• [SUPPLIED DATA]
================================
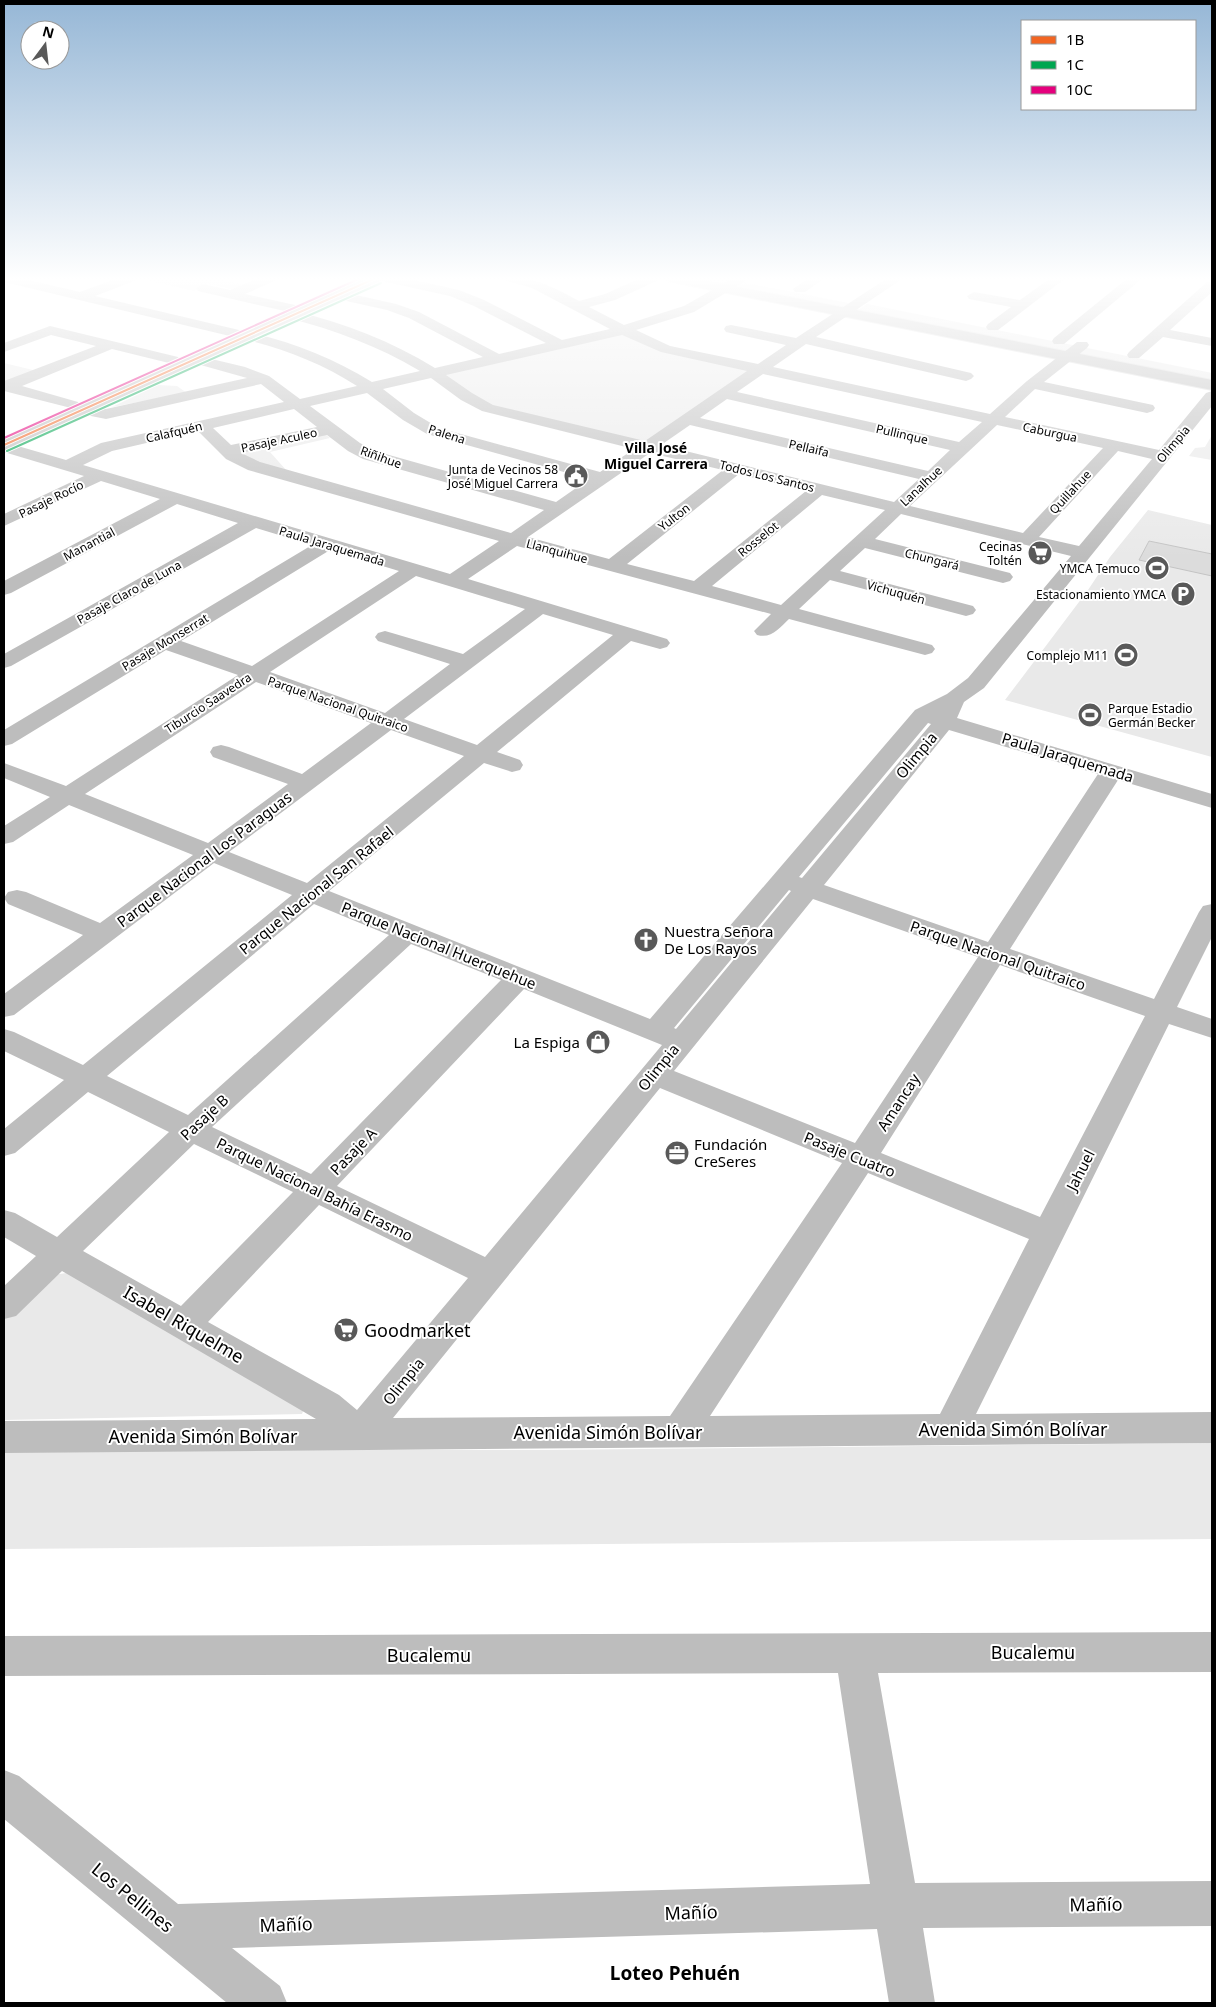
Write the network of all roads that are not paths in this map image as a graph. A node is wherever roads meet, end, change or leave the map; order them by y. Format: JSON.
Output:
{"nodes":[{"id":1,"x":46,"y":371,"type":"edge"},
{"id":2,"x":160,"y":371,"type":"edge"},
{"id":3,"x":162,"y":371,"type":"edge"},
{"id":4,"x":242,"y":371,"type":"edge"},
{"id":5,"x":340,"y":371,"type":"edge"},
{"id":6,"x":428,"y":371,"type":"edge"},
{"id":7,"x":447,"y":371,"type":"edge"},
{"id":8,"x":758,"y":371,"type":"edge"},
{"id":9,"x":768,"y":371,"type":"edge"},
{"id":10,"x":941,"y":371,"type":"edge"},
{"id":11,"x":1049,"y":371,"type":"edge"},
{"id":12,"x":1141,"y":371,"type":"edge"},
{"id":13,"x":434,"y":374,"type":"junction"},
{"id":14,"x":966,"y":376,"type":"dead end"},
{"id":15,"x":264,"y":379,"type":"junction"},
{"id":16,"x":1032,"y":384,"type":"junction"},
{"id":17,"x":1212,"y":385,"type":"edge"},
{"id":18,"x":6,"y":387,"type":"edge"},
{"id":19,"x":370,"y":388,"type":"junction"},
{"id":20,"x":725,"y":394,"type":"junction"},
{"id":21,"x":1212,"y":395,"type":"edge"},
{"id":22,"x":297,"y":404,"type":"junction"},
{"id":23,"x":1131,"y":404,"type":"junction"},
{"id":24,"x":77,"y":408,"type":"junction"},
{"id":25,"x":1147,"y":408,"type":"dead end"},
{"id":26,"x":1118,"y":417,"type":"dead end"},
{"id":27,"x":688,"y":420,"type":"junction"},
{"id":28,"x":993,"y":420,"type":"junction"},
{"id":29,"x":202,"y":426,"type":"junction"},
{"id":30,"x":331,"y":429,"type":"junction"},
{"id":31,"x":1106,"y":429,"type":"dead end"},
{"id":32,"x":4,"y":435,"type":"edge"},
{"id":33,"x":1093,"y":442,"type":"junction"},
{"id":34,"x":4,"y":446,"type":"edge"},
{"id":35,"x":1114,"y":446,"type":"junction"},
{"id":36,"x":649,"y":447,"type":"junction"},
{"id":37,"x":962,"y":448,"type":"junction"},
{"id":38,"x":227,"y":451,"type":"junction"},
{"id":39,"x":1154,"y":455,"type":"junction"},
{"id":40,"x":67,"y":466,"type":"junction"},
{"id":41,"x":737,"y":468,"type":"junction"},
{"id":42,"x":98,"y":476,"type":"junction"},
{"id":43,"x":931,"y":477,"type":"junction"},
{"id":44,"x":604,"y":478,"type":"junction"},
{"id":45,"x":820,"y":488,"type":"junction"},
{"id":46,"x":174,"y":499,"type":"junction"},
{"id":47,"x":558,"y":508,"type":"junction"},
{"id":48,"x":898,"y":508,"type":"junction"},
{"id":49,"x":4,"y":521,"type":"edge"},
{"id":50,"x":254,"y":522,"type":"junction"},
{"id":51,"x":513,"y":539,"type":"junction"},
{"id":52,"x":1027,"y":539,"type":"junction"},
{"id":53,"x":861,"y":541,"type":"junction"},
{"id":54,"x":327,"y":544,"type":"junction"},
{"id":55,"x":1076,"y":551,"type":"junction"},
{"id":56,"x":612,"y":566,"type":"junction"},
{"id":57,"x":413,"y":570,"type":"junction"},
{"id":58,"x":826,"y":573,"type":"junction"},
{"id":59,"x":1003,"y":577,"type":"dead end"},
{"id":60,"x":452,"y":581,"type":"junction"},
{"id":61,"x":474,"y":588,"type":"junction"},
{"id":62,"x":697,"y":588,"type":"junction"},
{"id":63,"x":4,"y":589,"type":"edge"},
{"id":64,"x":540,"y":607,"type":"junction"},
{"id":65,"x":966,"y":610,"type":"dead end"},
{"id":66,"x":785,"y":612,"type":"junction"},
{"id":67,"x":510,"y":629,"type":"junction"},
{"id":68,"x":764,"y":631,"type":"dead end"},
{"id":69,"x":628,"y":633,"type":"junction"},
{"id":70,"x":386,"y":637,"type":"dead end"},
{"id":71,"x":164,"y":642,"type":"junction"},
{"id":72,"x":660,"y":643,"type":"dead end"},
{"id":73,"x":925,"y":650,"type":"dead end"},
{"id":74,"x":4,"y":662,"type":"edge"},
{"id":75,"x":466,"y":662,"type":"junction"},
{"id":76,"x":253,"y":674,"type":"junction"},
{"id":77,"x":941,"y":711,"type":"junction"},
{"id":78,"x":388,"y":721,"type":"junction"},
{"id":79,"x":4,"y":739,"type":"edge"},
{"id":80,"x":222,"y":752,"type":"dead end"},
{"id":81,"x":481,"y":754,"type":"junction"},
{"id":82,"x":512,"y":765,"type":"dead end"},
{"id":83,"x":4,"y":770,"type":"edge"},
{"id":84,"x":1112,"y":770,"type":"junction"},
{"id":85,"x":305,"y":783,"type":"junction"},
{"id":86,"x":67,"y":795,"type":"junction"},
{"id":87,"x":1212,"y":801,"type":"edge"},
{"id":88,"x":4,"y":837,"type":"edge"},
{"id":89,"x":211,"y":853,"type":"junction"},
{"id":90,"x":795,"y":884,"type":"junction"},
{"id":91,"x":311,"y":894,"type":"junction"},
{"id":92,"x":17,"y":898,"type":"dead end"},
{"id":93,"x":1212,"y":912,"type":"edge"},
{"id":94,"x":408,"y":932,"type":"junction"},
{"id":95,"x":103,"y":934,"type":"junction"},
{"id":96,"x":994,"y":953,"type":"junction"},
{"id":97,"x":520,"y":977,"type":"junction"},
{"id":98,"x":4,"y":1008,"type":"edge"},
{"id":99,"x":1162,"y":1012,"type":"junction"},
{"id":100,"x":1212,"y":1029,"type":"edge"},
{"id":101,"x":667,"y":1037,"type":"junction"},
{"id":102,"x":4,"y":1039,"type":"edge"},
{"id":103,"x":653,"y":1074,"type":"junction"},
{"id":104,"x":87,"y":1079,"type":"junction"},
{"id":105,"x":190,"y":1129,"type":"junction"},
{"id":106,"x":4,"y":1145,"type":"edge"},
{"id":107,"x":861,"y":1159,"type":"junction"},
{"id":108,"x":316,"y":1190,"type":"junction"},
{"id":109,"x":4,"y":1222,"type":"edge"},
{"id":110,"x":1048,"y":1233,"type":"junction"},
{"id":111,"x":61,"y":1254,"type":"junction"},
{"id":112,"x":490,"y":1274,"type":"junction"},
{"id":113,"x":4,"y":1306,"type":"edge"},
{"id":114,"x":185,"y":1324,"type":"junction"},
{"id":115,"x":1212,"y":1428,"type":"edge"},
{"id":116,"x":950,"y":1430,"type":"junction"},
{"id":117,"x":680,"y":1432,"type":"junction"},
{"id":118,"x":359,"y":1434,"type":"junction"},
{"id":119,"x":4,"y":1437,"type":"edge"},
{"id":120,"x":1212,"y":1652,"type":"edge"},
{"id":121,"x":855,"y":1653,"type":"junction"},
{"id":122,"x":4,"y":1656,"type":"edge"},
{"id":123,"x":4,"y":1791,"type":"edge"},
{"id":124,"x":1212,"y":1903,"type":"edge"},
{"id":125,"x":896,"y":1906,"type":"junction"},
{"id":126,"x":170,"y":1927,"type":"junction"},
{"id":127,"x":244,"y":1998,"type":"edge"},
{"id":128,"x":912,"y":2003,"type":"edge"}],
"edges":[{"from":1,"to":18,"type":"street"},
{"from":2,"to":24,"type":"street"},
{"from":3,"to":24,"type":"street"},
{"from":4,"to":15,"type":"street","name":"Riñihue"},
{"from":5,"to":19,"type":"street","name":"Palena"},
{"from":6,"to":13,"type":"street","name":"Todos Los Santos"},
{"from":7,"to":13,"type":"street","name":"Calafquén"},
{"from":8,"to":20,"type":"street"},
{"from":9,"to":28,"type":"street","name":"Caburgua"},
{"from":10,"to":14,"type":"street"},
{"from":11,"to":16,"type":"street","name":"Lanalhue"},
{"from":12,"to":17,"type":"street"},
{"from":13,"to":19,"type":"street","name":"Calafquén"},
{"from":13,"to":36,"type":"street","name":"Todos Los Santos"},
{"from":15,"to":22,"type":"street","name":"Riñihue"},
{"from":15,"to":24,"type":"street"},
{"from":16,"to":23,"type":"street"},
{"from":16,"to":28,"type":"street","name":"Lanalhue"},
{"from":18,"to":24,"type":"street"},
{"from":19,"to":22,"type":"street","name":"Calafquén"},
{"from":19,"to":44,"type":"street","name":"Palena"},
{"from":20,"to":27,"type":"street"},
{"from":20,"to":37,"type":"street","name":"Pullinque"},
{"from":21,"to":39,"type":"street","name":"Olimpia"},
{"from":22,"to":29,"type":"street","name":"Calafquén"},
{"from":22,"to":30,"type":"street","name":"Riñihue"},
{"from":23,"to":25,"type":"street"},
{"from":23,"to":26,"type":"street"},
{"from":24,"to":32,"type":"street"},
{"from":24,"to":34,"type":"street"},
{"from":27,"to":36,"type":"street"},
{"from":27,"to":43,"type":"street","name":"Pellaifa"},
{"from":28,"to":33,"type":"street","name":"Caburgua"},
{"from":28,"to":37,"type":"street","name":"Lanalhue"},
{"from":29,"to":38,"type":"street","name":"Llanquihue"},
{"from":29,"to":40,"type":"street","name":"Calafquén"},
{"from":30,"to":38,"type":"street","name":"Pasaje Aculeo"},
{"from":30,"to":47,"type":"street","name":"Riñihue"},
{"from":31,"to":33,"type":"street"},
{"from":33,"to":35,"type":"street","name":"Caburgua"},
{"from":34,"to":40,"type":"street","name":"Paula Jaraquemada"},
{"from":35,"to":39,"type":"street","name":"Caburgua"},
{"from":35,"to":52,"type":"street","name":"Quillahue"},
{"from":36,"to":41,"type":"street","name":"Todos Los Santos"},
{"from":36,"to":44,"type":"street"},
{"from":37,"to":43,"type":"street","name":"Lanalhue"},
{"from":38,"to":51,"type":"street","name":"Llanquihue"},
{"from":39,"to":55,"type":"street","name":"Olimpia"},
{"from":40,"to":42,"type":"street","name":"Paula Jaraquemada"},
{"from":41,"to":45,"type":"street","name":"Todos Los Santos"},
{"from":41,"to":56,"type":"street","name":"Yulton"},
{"from":42,"to":46,"type":"street","name":"Paula Jaraquemada"},
{"from":42,"to":49,"type":"street","name":"Pasaje Rocío"},
{"from":43,"to":48,"type":"street","name":"Lanalhue"},
{"from":44,"to":47,"type":"street"},
{"from":45,"to":48,"type":"street","name":"Todos Los Santos"},
{"from":45,"to":62,"type":"street","name":"Rosselot"},
{"from":46,"to":50,"type":"street","name":"Paula Jaraquemada"},
{"from":46,"to":63,"type":"street","name":"Manantial"},
{"from":47,"to":51,"type":"street"},
{"from":48,"to":52,"type":"street","name":"Todos Los Santos"},
{"from":48,"to":53,"type":"street","name":"Lanalhue"},
{"from":50,"to":54,"type":"street","name":"Paula Jaraquemada"},
{"from":50,"to":74,"type":"street","name":"Pasaje Claro de Luna"},
{"from":51,"to":56,"type":"street","name":"Llanquihue"},
{"from":51,"to":60,"type":"street"},
{"from":52,"to":55,"type":"street","name":"Todos Los Santos"},
{"from":53,"to":58,"type":"street","name":"Lanalhue"},
{"from":53,"to":59,"type":"street","name":"Chungará"},
{"from":54,"to":57,"type":"street","name":"Paula Jaraquemada"},
{"from":54,"to":71,"type":"street","name":"Pasaje Monserrat"},
{"from":55,"to":77,"type":"street","name":"Olimpia"},
{"from":56,"to":62,"type":"street","name":"Llanquihue"},
{"from":57,"to":60,"type":"street","name":"Paula Jaraquemada"},
{"from":57,"to":76,"type":"street","name":"Tiburcio Saavedra"},
{"from":58,"to":65,"type":"street","name":"Vichuquén"},
{"from":58,"to":66,"type":"street","name":"Lanalhue"},
{"from":60,"to":61,"type":"street","name":"Paula Jaraquemada"},
{"from":61,"to":64,"type":"street","name":"Paula Jaraquemada"},
{"from":61,"to":67,"type":"street"},
{"from":62,"to":66,"type":"street","name":"Llanquihue"},
{"from":64,"to":67,"type":"street","name":"Parque Nacional Los Paraguas"},
{"from":64,"to":69,"type":"street","name":"Paula Jaraquemada"},
{"from":66,"to":68,"type":"street","name":"Lanalhue"},
{"from":66,"to":73,"type":"street","name":"Llanquihue"},
{"from":67,"to":75,"type":"street","name":"Parque Nacional Los Paraguas"},
{"from":69,"to":72,"type":"street","name":"Paula Jaraquemada"},
{"from":69,"to":81,"type":"street","name":"Parque Nacional San Rafael"},
{"from":70,"to":75,"type":"street"},
{"from":71,"to":76,"type":"street","name":"Parque Nacional Quitraico"},
{"from":71,"to":79,"type":"street","name":"Pasaje Monserrat"},
{"from":75,"to":78,"type":"street","name":"Parque Nacional Los Paraguas"},
{"from":76,"to":78,"type":"street","name":"Parque Nacional Quitraico"},
{"from":76,"to":86,"type":"street","name":"Tiburcio Saavedra"},
{"from":77,"to":84,"type":"street","name":"Paula Jaraquemada"},
{"from":77,"to":90,"type":"street","name":"Olimpia"},
{"from":78,"to":81,"type":"street","name":"Parque Nacional Quitraico"},
{"from":78,"to":85,"type":"street","name":"Parque Nacional Los Paraguas"},
{"from":80,"to":85,"type":"street","name":"Parque Nacional Los Paraguas"},
{"from":81,"to":82,"type":"street","name":"Parque Nacional Quitraico"},
{"from":81,"to":91,"type":"street","name":"Parque Nacional San Rafael"},
{"from":83,"to":86,"type":"street","name":"Parque Nacional Huerquehue"},
{"from":84,"to":87,"type":"street","name":"Paula Jaraquemada"},
{"from":84,"to":96,"type":"street","name":"Amancay"},
{"from":85,"to":89,"type":"street","name":"Parque Nacional Los Paraguas"},
{"from":86,"to":88,"type":"street","name":"Tiburcio Saavedra"},
{"from":86,"to":89,"type":"street","name":"Parque Nacional Huerquehue"},
{"from":89,"to":91,"type":"street","name":"Parque Nacional Huerquehue"},
{"from":89,"to":95,"type":"street","name":"Parque Nacional Los Paraguas"},
{"from":90,"to":96,"type":"street","name":"Parque Nacional Quitraico"},
{"from":90,"to":101,"type":"street","name":"Olimpia"},
{"from":91,"to":94,"type":"street","name":"Parque Nacional Huerquehue"},
{"from":91,"to":104,"type":"street","name":"Parque Nacional San Rafael"},
{"from":92,"to":95,"type":"street","name":"Parque Nacional Los Paraguas"},
{"from":93,"to":99,"type":"street","name":"Jahuel"},
{"from":94,"to":97,"type":"street","name":"Parque Nacional Huerquehue"},
{"from":94,"to":105,"type":"street","name":"Pasaje B"},
{"from":95,"to":98,"type":"street","name":"Parque Nacional Los Paraguas"},
{"from":96,"to":99,"type":"street","name":"Parque Nacional Quitraico"},
{"from":96,"to":107,"type":"street","name":"Amancay"},
{"from":97,"to":101,"type":"street","name":"Parque Nacional Huerquehue"},
{"from":97,"to":108,"type":"street","name":"Pasaje A"},
{"from":99,"to":100,"type":"street","name":"Parque Nacional Quitraico"},
{"from":99,"to":110,"type":"street","name":"Jahuel"},
{"from":101,"to":103,"type":"street","name":"Olimpia"},
{"from":102,"to":104,"type":"street","name":"Parque Nacional Bahía Erasmo"},
{"from":103,"to":107,"type":"street","name":"Pasaje Cuatro"},
{"from":103,"to":112,"type":"street","name":"Olimpia"},
{"from":104,"to":105,"type":"street","name":"Parque Nacional Bahía Erasmo"},
{"from":104,"to":106,"type":"street","name":"Parque Nacional San Rafael"},
{"from":105,"to":108,"type":"street","name":"Parque Nacional Bahía Erasmo"},
{"from":105,"to":111,"type":"street","name":"Pasaje B"},
{"from":107,"to":110,"type":"street","name":"Pasaje Cuatro"},
{"from":107,"to":117,"type":"street","name":"Amancay"},
{"from":108,"to":112,"type":"street","name":"Parque Nacional Bahía Erasmo"},
{"from":108,"to":114,"type":"street","name":"Pasaje A"},
{"from":109,"to":111,"type":"street","name":"Isabel Riquelme"},
{"from":110,"to":116,"type":"street","name":"Jahuel"},
{"from":111,"to":113,"type":"street","name":"Pasaje B"},
{"from":111,"to":114,"type":"street","name":"Isabel Riquelme"},
{"from":112,"to":118,"type":"street","name":"Olimpia"},
{"from":114,"to":118,"type":"street","name":"Isabel Riquelme"},
{"from":115,"to":116,"type":"street","name":"Avenida Simón Bolívar"},
{"from":116,"to":117,"type":"street","name":"Avenida Simón Bolívar"},
{"from":117,"to":118,"type":"street","name":"Avenida Simón Bolívar"},
{"from":118,"to":119,"type":"street","name":"Avenida Simón Bolívar"},
{"from":120,"to":121,"type":"street","name":"Bucalemu"},
{"from":121,"to":122,"type":"street","name":"Bucalemu"},
{"from":121,"to":125,"type":"street"},
{"from":123,"to":126,"type":"street","name":"Los Pellines"},
{"from":124,"to":125,"type":"street","name":"Mañío"},
{"from":125,"to":126,"type":"street","name":"Mañío"},
{"from":125,"to":128,"type":"street"},
{"from":126,"to":127,"type":"street","name":"Los Pellines"}]}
================================
In the entries above, identify every line with the word "Pasaje". Copy those lines.

{"from":30,"to":38,"type":"street","name":"Pasaje Aculeo"},
{"from":42,"to":49,"type":"street","name":"Pasaje Rocío"},
{"from":50,"to":74,"type":"street","name":"Pasaje Claro de Luna"},
{"from":54,"to":71,"type":"street","name":"Pasaje Monserrat"},
{"from":71,"to":79,"type":"street","name":"Pasaje Monserrat"},
{"from":94,"to":105,"type":"street","name":"Pasaje B"},
{"from":97,"to":108,"type":"street","name":"Pasaje A"},
{"from":103,"to":107,"type":"street","name":"Pasaje Cuatro"},
{"from":105,"to":111,"type":"street","name":"Pasaje B"},
{"from":107,"to":110,"type":"street","name":"Pasaje Cuatro"},
{"from":108,"to":114,"type":"street","name":"Pasaje A"},
{"from":111,"to":113,"type":"street","name":"Pasaje B"},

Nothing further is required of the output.